Autoimmune encephalitis and its relation to infection.

Author information

1
Johns Hopkins Encephalitis Center, Department of Neurology, Johns Hopkins University School of Medicine, Meyer 6-113, 600 N. Wolfe Street, Baltimore, MD, 21287, USA, avenkat2@jhmi.edu.

Abstract

Encephalitis, an inflammatory condition of the brain that results in substantial morbidity and mortality, has numerous causes. Over the past decade, it has become increasingly recognized that autoimmune conditions contribute significantly to the spectrum of encephalitis causes.
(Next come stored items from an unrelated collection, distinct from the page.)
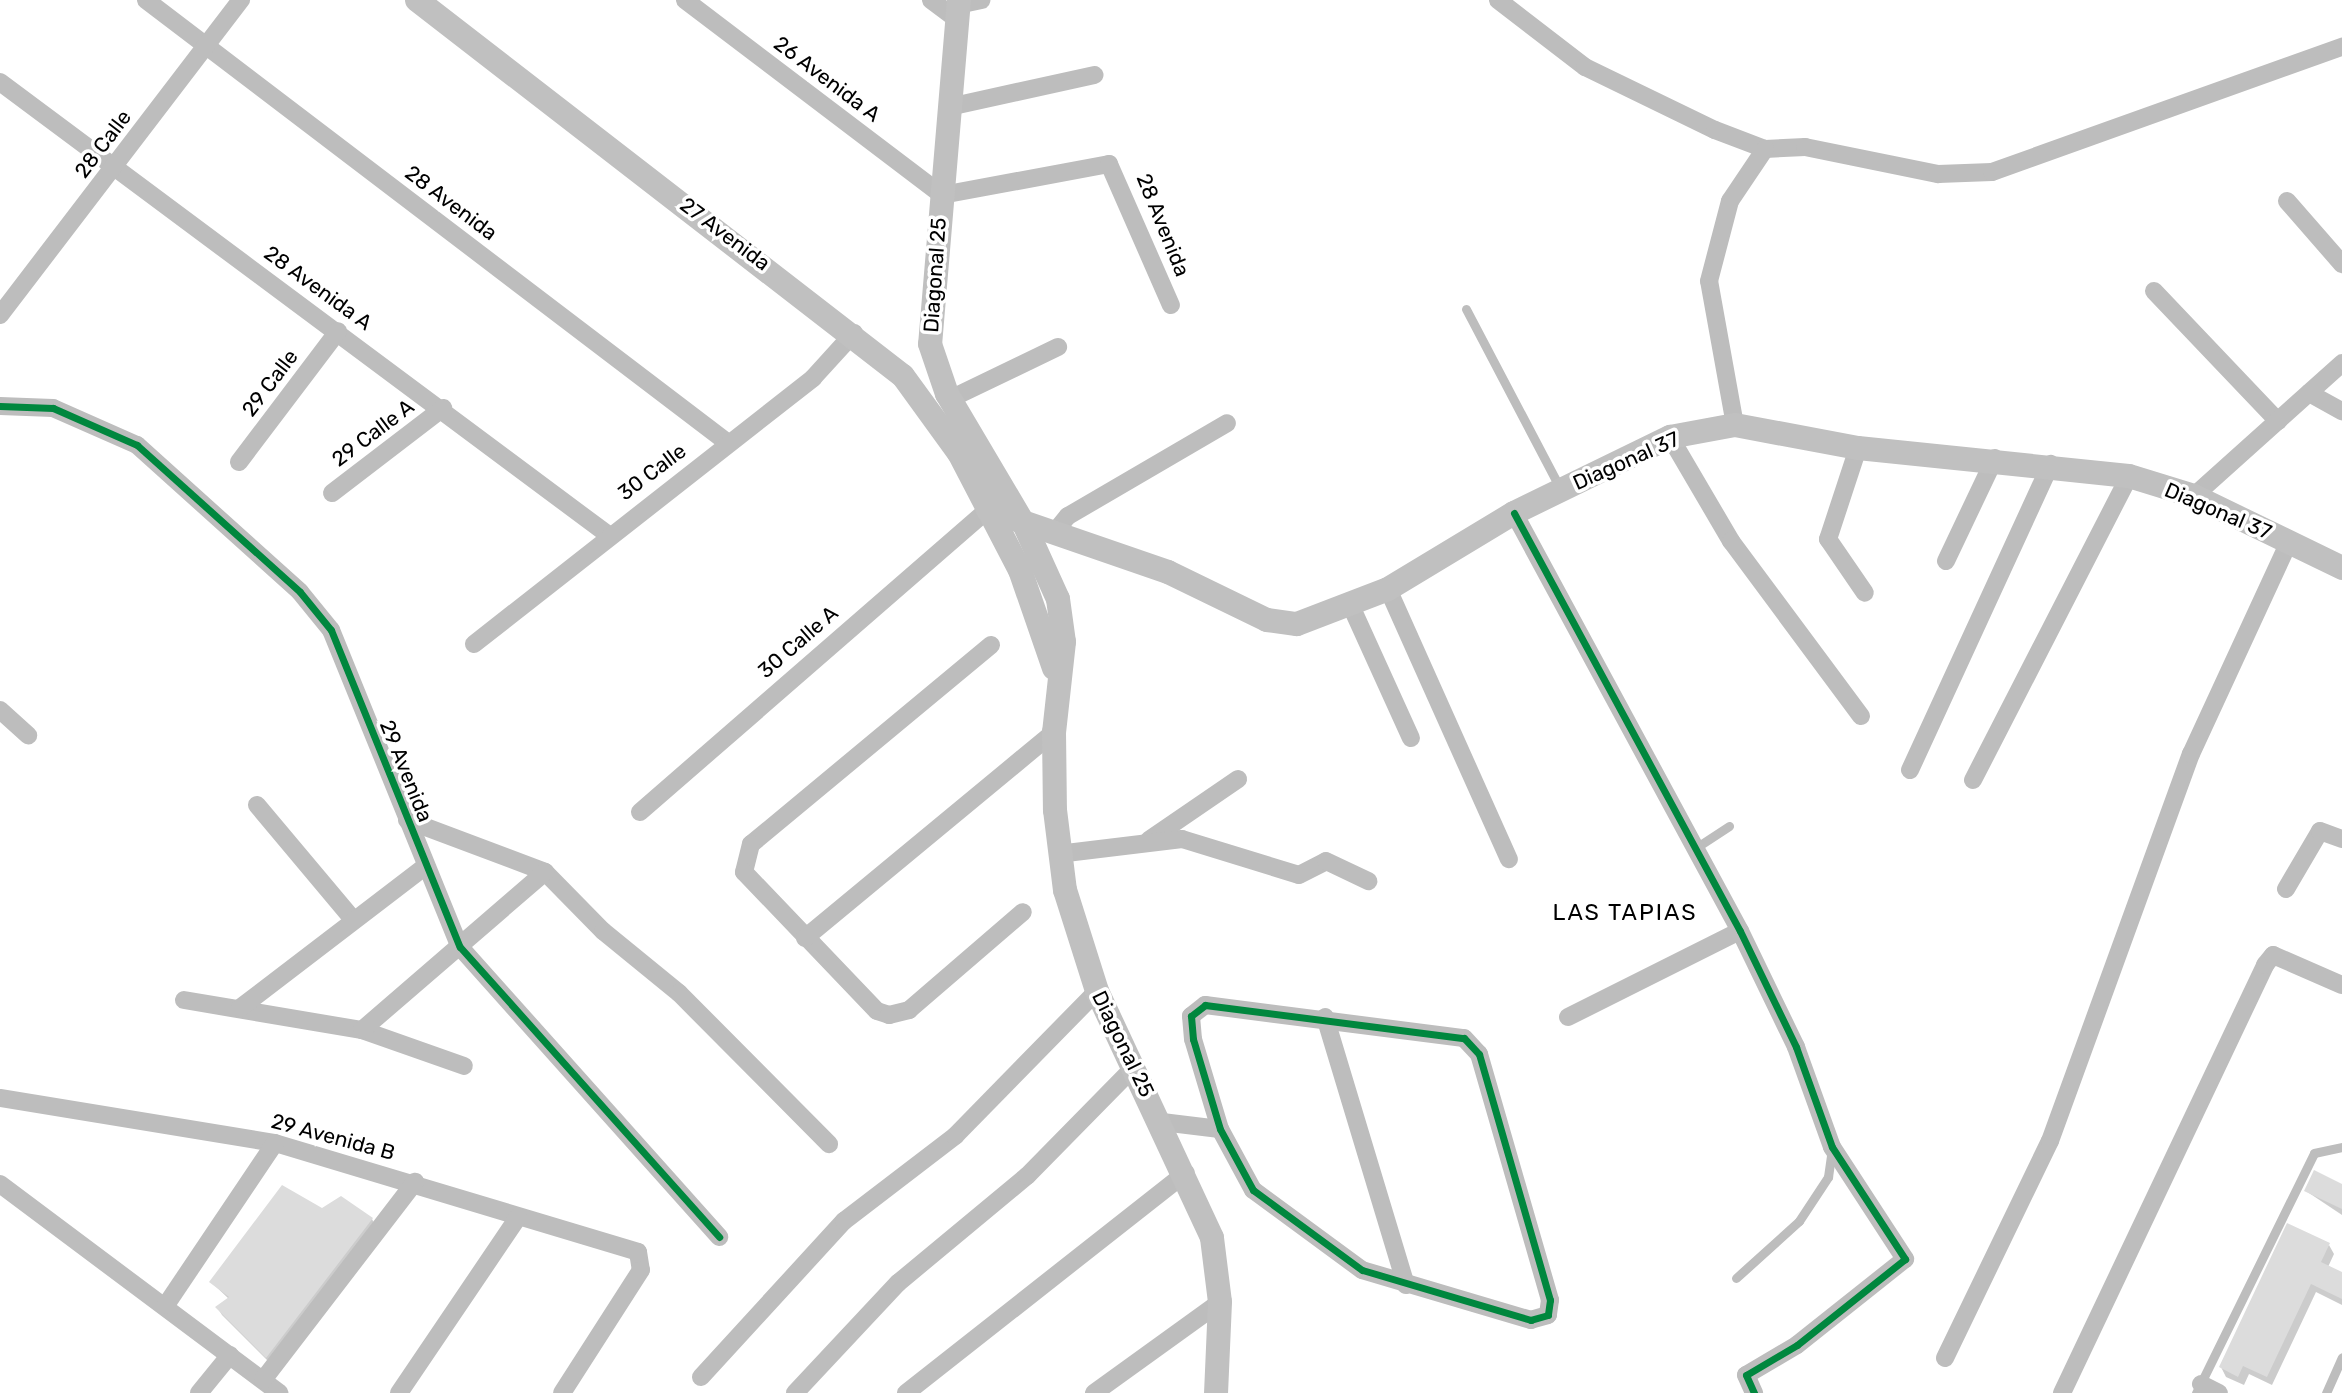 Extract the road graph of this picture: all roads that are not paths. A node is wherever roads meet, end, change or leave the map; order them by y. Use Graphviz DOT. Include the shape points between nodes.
graph roads {
  1 [pos="146,0"];
  2 [pos="241,0"];
  3 [pos="417,0"];
  4 [pos="685,0"];
  5 [pos="932,0"];
  6 [pos="1498,0"];
  7 [pos="964,6"];
  8 [pos="207,45"];
  9 [pos="2342,47"];
  10 [pos="1095,75"];
  11 [pos="0,82"];
  12 [pos="949,107"];
  13 [pos="1765,149"];
  14 [pos="114,166"];
  15 [pos="942,195"];
  16 [pos="2287,201"];
  17 [pos="2342,264"];
  18 [pos="2154,291"];
  19 [pos="1171,305"];
  20 [pos="1466,309"];
  21 [pos="0,315"];
  22 [pos="338,331"];
  23 [pos="854,333"];
  24 [pos="1058,346"];
  25 [pos="934,360"];
  26 [pos="2342,363"];
  27 [pos="903,376"];
  28 [pos="2309,393"];
  29 [pos="950,399"];
  30 [pos="0,406"];
  31 [pos="443,408"];
  32 [pos="2342,411"];
  33 [pos="2278,421"];
  34 [pos="1227,423"];
  35 [pos="1735,425"];
  36 [pos="1670,437"];
  37 [pos="728,443"];
  38 [pos="1858,448"];
  39 [pos="1995,458"];
  40 [pos="239,462"];
  41 [pos="2051,464"];
  42 [pos="2129,476"];
  43 [pos="1561,490"];
  44 [pos="331,493"];
  45 [pos="2194,496"];
  46 [pos="988,510"];
  47 [pos="1514,513"];
  48 [pos="1024,524"];
  49 [pos="1054,533"];
  50 [pos="607,534"];
  51 [pos="2289,542"];
  52 [pos="1946,561"];
  53 [pos="2342,568"];
  54 [pos="1388,589"];
  55 [pos="1865,593"];
  56 [pos="1351,606"];
  57 [pos="474,644"];
  58 [pos="991,645"];
  59 [pos="1058,686"];
  60 [pos="0,710"];
  61 [pos="1861,716"];
  62 [pos="1054,732"];
  63 [pos="28,735"];
  64 [pos="1410,738"];
  65 [pos="1910,770"];
  66 [pos="1238,779"];
  67 [pos="1973,780"];
  68 [pos="257,805"];
  69 [pos="640,812"];
  70 [pos="407,820"];
  71 [pos="1729,825"];
  72 [pos="2342,839"];
  73 [pos="1148,840"];
  74 [pos="1694,849"];
  75 [pos="1058,854"];
  76 [pos="1509,859"];
  77 [pos="426,866"];
  78 [pos="545,872"];
  79 [pos="1368,881"];
  80 [pos="2286,888"];
  81 [pos="1023,912"];
  82 [pos="351,918"];
  83 [pos="1740,931"];
  84 [pos="805,937"];
  85 [pos="460,947"];
  86 [pos="2342,985"];
  87 [pos="1097,991"];
  88 [pos="184,1000"];
  89 [pos="240,1008"];
  90 [pos="1325,1017"];
  91 [pos="1568,1017"];
  92 [pos="362,1030"];
  93 [pos="464,1066"];
  94 [pos="1132,1069"];
  95 [pos="0,1098"];
  96 [pos="1162,1122"];
  97 [pos="1220,1129"];
  98 [pos="275,1143"];
  99 [pos="829,1144"];
  100 [pos="1832,1147"];
  101 [pos="2342,1147"];
  102 [pos="1186,1173"];
  103 [pos="415,1182"];
  104 [pos="3,1196"];
  105 [pos="519,1216"];
  106 [pos="719,1237"];
  107 [pos="1736,1278"];
  108 [pos="1406,1285"];
  109 [pos="1220,1302"];
  110 [pos="166,1305"];
  111 [pos="230,1355"];
  112 [pos="2342,1357"];
  113 [pos="1945,1358"];
  114 [pos="701,1377"];
  115 [pos="263,1380"];
  116 [pos="2199,1389"];
  117 [pos="198,1393"];
  118 [pos="279,1393"];
  119 [pos="398,1393"];
  120 [pos="562,1393"];
  121 [pos="795,1393"];
  122 [pos="906,1393"];
  123 [pos="1094,1393"];
  124 [pos="1216,1393"];
  125 [pos="1754,1393"];
  126 [pos="2062,1393"];
  127 [pos="2219,1393"];
  128 [pos="2326,1393"];
  1 -- 8 [label="street, 28 Avenida"];
  2 -- 8 [label="street, 28 Calle"];
  3 -- 23 [label="main road, 27 Avenida"];
  4 -- 15 [label="street, 26 Avenida A"];
  5 -- 7 [label="street"];
  6 -- 13 [label="street" via="1530,30 1614,83"];
  7 -- 12 [label="main road, Diagonal 25"];
  8 -- 14 [label="street, 28 Calle"];
  8 -- 37 [label="street, 28 Avenida"];
  9 -- 13 [label="street" via="1992,172 1938,174 1805,147"];
  10 -- 12 [label="street"];
  11 -- 14 [label="street, 28 Avenida A"];
  12 -- 15 [label="main road, Diagonal 25"];
  13 -- 35 [label="street" via="1730,201 1709,281"];
  14 -- 21 [label="street, 28 Calle"];
  14 -- 22 [label="street, 28 Avenida A"];
  15 -- 19 [label="street, 28 Avenida" via="1093,162 1109,164"];
  15 -- 25 [label="main road, Diagonal 25" via="932,283"];
  16 -- 17 [label="street"];
  18 -- 33 [label="street"];
  20 -- 43 [label="lane"];
  22 -- 31 [label="street, 28 Avenida A"];
  22 -- 40 [label="street, 29 Calle"];
  23 -- 27 [label="main road, 27 Avenida"];
  23 -- 37 [label="street, 30 Calle" via="813,378"];
  24 -- 29 [label="street"];
  25 -- 27 [label="main road"];
  25 -- 29 [label="main road, Diagonal 25"];
  26 -- 28 [label="street"];
  27 -- 46 [label="main road, 27 Avenida" via="959,453"];
  28 -- 32 [label="street"];
  28 -- 33 [label="street"];
  29 -- 48 [label="main road, Diagonal 25"];
  30 -- 70 [label="street, 29 Avenida" via="53,408 137,445 300,592 331,631"];
  31 -- 44 [label="street, 29 Calle A"];
  31 -- 50 [label="street, 28 Avenida A"];
  33 -- 45 [label="street"];
  34 -- 49 [label="street" via="1068,516"];
  35 -- 36 [label="main road, Diagonal 37"];
  35 -- 38 [label="main road, Diagonal 37"];
  36 -- 43 [label="main road, Diagonal 37"];
  36 -- 61 [label="street" via="1731,541"];
  37 -- 50 [label="street, 30 Calle"];
  38 -- 39 [label="main road, Diagonal 37"];
  38 -- 55 [label="street" via="1828,540"];
  39 -- 41 [label="main road, Diagonal 37"];
  39 -- 52 [label="street"];
  41 -- 42 [label="main road, Diagonal 37"];
  41 -- 65 [label="street"];
  42 -- 45 [label="main road, Diagonal 37"];
  42 -- 67 [label="street"];
  43 -- 47 [label="main road, Diagonal 37"];
  45 -- 51 [label="main road, Diagonal 37"];
  46 -- 48 [label="main road, Diagonal 37"];
  46 -- 59 [label="main road, Diagonal 25" via="1034,601"];
  46 -- 69 [label="street, 30 Calle A"];
  47 -- 54 [label="main road, Diagonal 37"];
  47 -- 74 [label="street"];
  48 -- 49 [label="main road, Diagonal 37"];
  48 -- 59 [label="main road, Diagonal 25" via="1058,599 1064,642"];
  49 -- 56 [label="main road, Diagonal 37" via="1168,572 1274,622 1297,624"];
  50 -- 57 [label="street, 30 Calle"];
  51 -- 53 [label="main road, Diagonal 37"];
  51 -- 113 [label="street" via="2191,754 2050,1141"];
  54 -- 56 [label="main road, Diagonal 37"];
  54 -- 76 [label="street"];
  56 -- 64 [label="street"];
  58 -- 84 [label="street" via="747,850 746,879"];
  59 -- 62 [label="main road, Diagonal 25"];
  60 -- 63 [label="street"];
  62 -- 75 [label="main road, Diagonal 25"];
  62 -- 84 [label="street"];
  66 -- 73 [label="street"];
  68 -- 82 [label="street"];
  70 -- 77 [label="street, 29 Avenida"];
  70 -- 78 [label="street, 29 Avenida"];
  71 -- 74 [label="lane"];
  72 -- 80 [label="street" via="2320,831"];
  73 -- 75 [label="street"];
  73 -- 79 [label="street" via="1203,844 1299,875 1326,861"];
  74 -- 83 [label="street"];
  75 -- 87 [label="main road, Diagonal 25"];
  77 -- 82 [label="street"];
  77 -- 85 [label="street, 29 Avenida"];
  78 -- 85 [label="street"];
  78 -- 99 [label="street, 29 Avenida" via="603,931 679,992"];
  81 -- 84 [label="street" via="896,1015 877,1011"];
  82 -- 89 [label="street"];
  83 -- 91 [label="street"];
  83 -- 100 [label="street" via="1796,1047"];
  85 -- 92 [label="street"];
  85 -- 106 [label="street, 29 Avenida"];
  86 -- 126 [label="street" via="2273,955 2265,965"];
  87 -- 94 [label="main road, Diagonal 25"];
  87 -- 114 [label="street" via="955,1136 844,1222"];
  88 -- 89 [label="street"];
  89 -- 92 [label="street"];
  90 -- 97 [label="street" via="1205,1005 1191,1016"];
  90 -- 108 [label="street"];
  90 -- 108 [label="street" via="1443,1031 1464,1038 1479,1054 1550,1300 1548,1315 1531,1320"];
  92 -- 93 [label="street"];
  94 -- 96 [label="main road, Diagonal 25"];
  94 -- 121 [label="street" via="1027,1176 898,1283"];
  95 -- 98 [label="street, 29 Avenida B"];
  96 -- 97 [label="street"];
  96 -- 102 [label="main road, Diagonal 25"];
  97 -- 108 [label="street" via="1252,1190 1362,1270"];
  98 -- 103 [label="street, 29 Avenida B"];
  98 -- 110 [label="street"];
  100 -- 107 [label="lane" via="1828,1177 1799,1221"];
  100 -- 125 [label="street" via="1905,1259 1797,1345 1746,1375"];
  101 -- 116 [label="lane" via="2314,1153"];
  102 -- 109 [label="main road, Diagonal 25" via="1212,1238"];
  102 -- 122 [label="street"];
  103 -- 105 [label="street, 29 Avenida B"];
  103 -- 115 [label="street"];
  104 -- 110 [label="street"];
  105 -- 119 [label="street"];
  105 -- 120 [label="street, 29 Avenida B" via="638,1252 643,1260"];
  109 -- 123 [label="street"];
  109 -- 124 [label="main road, Diagonal 25"];
  110 -- 111 [label="street"];
  111 -- 115 [label="street"];
  111 -- 117 [label="street"];
  112 -- 128 [label="lane"];
  115 -- 118 [label="street"];
  116 -- 127 [label="street"];
} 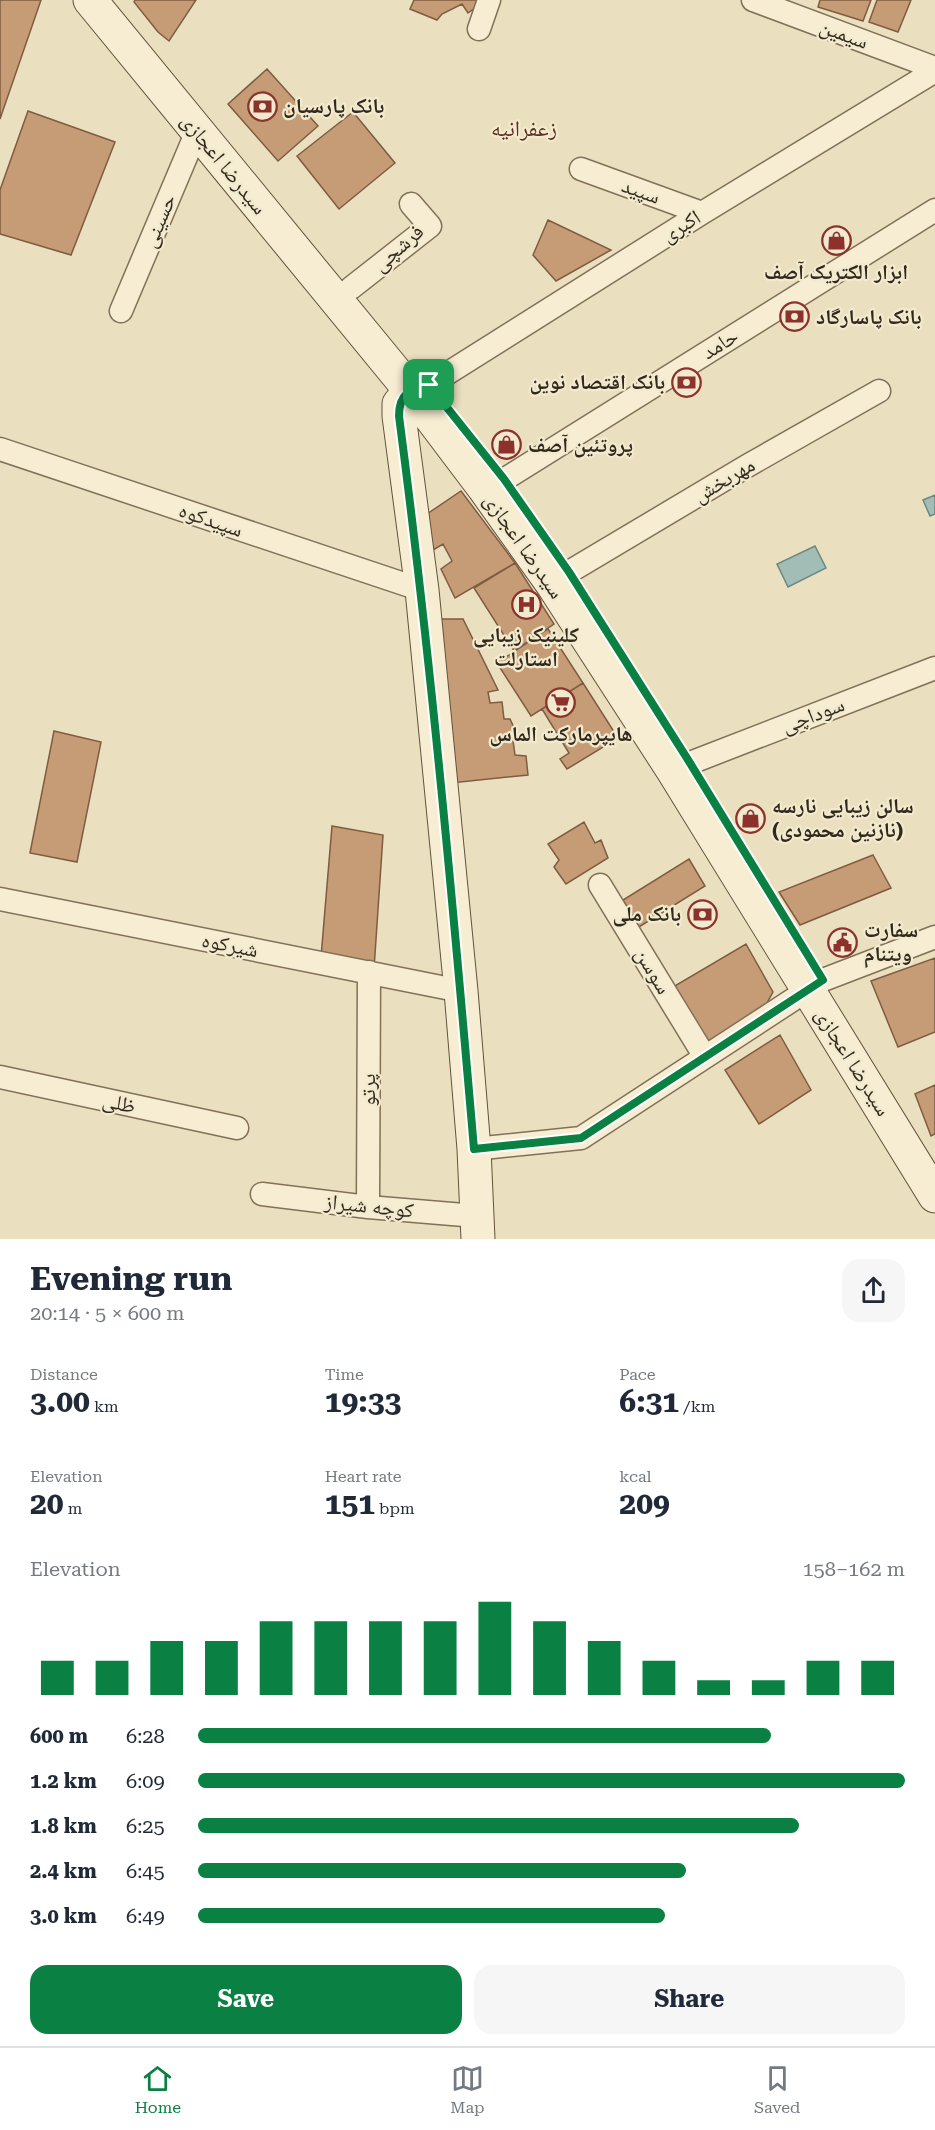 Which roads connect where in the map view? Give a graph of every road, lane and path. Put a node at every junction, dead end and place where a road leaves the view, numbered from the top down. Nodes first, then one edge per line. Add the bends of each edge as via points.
1 (90, 0) edge
2 (117, 0) edge
3 (489, 0) edge
4 (759, 1) edge
5 (479, 29) dead end
6 (935, 69) edge
7 (197, 131) junction
8 (581, 169) dead end
9 (411, 204) dead end
10 (935, 210) edge
11 (702, 213) junction
12 (351, 288) junction
13 (121, 311) dead end
14 (419, 388) junction
15 (879, 391) dead end
16 (0, 449) edge
17 (504, 479) junction
18 (569, 572) junction
19 (422, 590) junction
20 (935, 668) edge
21 (690, 763) junction
22 (600, 885) dead end
23 (0, 899) edge
24 (935, 937) edge
25 (369, 972) junction
26 (816, 985) junction
27 (461, 991) junction
28 (705, 1057) junction
29 (0, 1077) edge
30 (237, 1128) dead end
31 (474, 1149) junction
32 (935, 1163) edge
33 (262, 1194) dead end
34 (935, 1196) edge
35 (368, 1207) junction
36 (477, 1228) edge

Clinical suspicion and early diagnosis of autoimmune etiologies are of particular importance due to the need for early institution of immune suppressive therapies to improve outcome. Emerging clinical observations suggest that the most commonly recognized cause of antibody-mediated autoimmune encephalitis, anti-N-methyl-D-aspartate (NMDA) receptor encephalitis, may in some cases be triggered by herpes virus infection. Other conditions such as Rasmussen's encephalitis (RE) and febrile infection-related epilepsy syndrome (FIRES) have also been posited to be autoimmune conditions triggered by infectious agents. This review focuses on emerging concepts in central nervous system autoimmunity and addresses clinical and mechanistic findings linking autoimmune encephalitis and infections. Particular consideration will be given to anti-NMDA receptor encephalitis and its relation to herpes simplex encephalitis.

PMID:
25637289
DOI:
10.1007/s11910-015-0529-1
[Indexed for MEDLINE]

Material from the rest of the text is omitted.